Dachbodengedanken
Eine BDSM-Geschichte von Campanula
Platz 3 im Schreibwettbewerb "Spuren" (Link).
Beim Entrümpeln des Dachbodens bin ich auf die Kiste gestoßen, in der mein ungelebtes Leben liegt. Eine dicke Staubschicht bedeckt den Karton. Das rote Glanzpapier ist ganz matt von all den Jahren, in denen der Deckel nicht mehr gehoben wurde. Feine Staubpartikel tanzen durch die Luft, als ich sacht darüber puste. Mein anderes Leben. Das Leben mit ihm.
Ich öffne den Deckel und mein Blick fällt auf die handgeschnitzte Schreibfeder. Schlank und schmal ist sie, gefertigt aus Zedernholz, gekrönt von einer kupferfarbenen Halterung. Behutsam nehme ich sie in die Hand und streiche über das glatte Holz. Einst hätte dieser schlichte Gegenstand beinahe meine Beziehung zerstört. Als ‚Sargnagel unserer Liebe‘ hat David ihn damals bezeichnet und darauf bestanden, dass ich ihn in den Müll werfe. Zuletzt, als ich endlich bereit war, seinem Wunsch zu entsprechen, hat er ihn mir aber doch gelassen. Und so ist diese Feder schließlich hier gelandet, in einer Kiste voller Erinnerungen.
Ob er wohl manchmal an mich denkt?
Ob er glücklich ist?
Ich wünsche ihm Glück, von ganzem Herzen, auch wenn es mir immer noch einen leisen Stich versetzt, dass nicht ich diejenige sein konnte, die ihn glücklich macht.
Hätte ich ihn denn glücklich gemacht?
Bis heute habe ich keine Antwort auf diese Frage. Wer weiß, ob ich in der Lage gewesen wäre, seinem Hass und seiner Verachtung standzuhalten - oder auch dem Schmerz, dem er mich sicher ausgesetzt hätte. David schlägt mich manchmal mit der flachen Hand, weil er weiß, dass mich das erregt, und es ihm gefällt, mich unter seinen Hieben zerfließen zu sehen. Aber er hat kein Bedürfnis, mir weh zu tun. Er tut es, weil es zu meiner Art der Erotik dazugehört, so wie ich eine bestimmte Art der manuellen Stimulation brauche, um zum Orgasmus zu kommen. Wahren Sadismus habe ich nie kennengelernt.

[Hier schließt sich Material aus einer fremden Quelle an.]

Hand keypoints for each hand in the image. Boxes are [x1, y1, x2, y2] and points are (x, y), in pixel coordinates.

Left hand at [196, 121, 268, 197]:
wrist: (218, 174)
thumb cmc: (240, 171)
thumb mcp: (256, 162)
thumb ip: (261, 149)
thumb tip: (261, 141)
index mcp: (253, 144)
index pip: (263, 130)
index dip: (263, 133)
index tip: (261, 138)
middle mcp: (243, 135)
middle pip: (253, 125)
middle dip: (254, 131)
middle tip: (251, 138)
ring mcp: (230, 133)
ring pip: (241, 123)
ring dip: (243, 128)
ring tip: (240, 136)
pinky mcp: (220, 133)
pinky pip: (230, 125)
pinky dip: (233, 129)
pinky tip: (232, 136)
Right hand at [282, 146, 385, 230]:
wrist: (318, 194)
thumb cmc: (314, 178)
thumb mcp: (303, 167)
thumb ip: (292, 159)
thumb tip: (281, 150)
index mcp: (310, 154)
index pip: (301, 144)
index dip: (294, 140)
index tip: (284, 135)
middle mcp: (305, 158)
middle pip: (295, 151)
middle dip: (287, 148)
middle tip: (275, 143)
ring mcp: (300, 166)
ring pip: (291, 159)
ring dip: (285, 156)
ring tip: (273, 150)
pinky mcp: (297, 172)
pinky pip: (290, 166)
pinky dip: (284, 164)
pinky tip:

Bis heute bin ich mir unsicher, ob ich tatsächlich devot veranlagt bin oder ob sich meine Neigung auf erotische Geschichten und Fantasien beschränkt. Hätte der Mann, der mir einst diese Feder geschenkt hat, verborgene Seiten in mir freigelegt? Oder hätte ich umgehend meine Koffer gepackt, sobald ich zum ersten Mal mit seinem Rohrstock in Berührung gekommen wäre? Es ist müßig, mir darüber Gedanken zu machen. Ich werde es nie erfahren.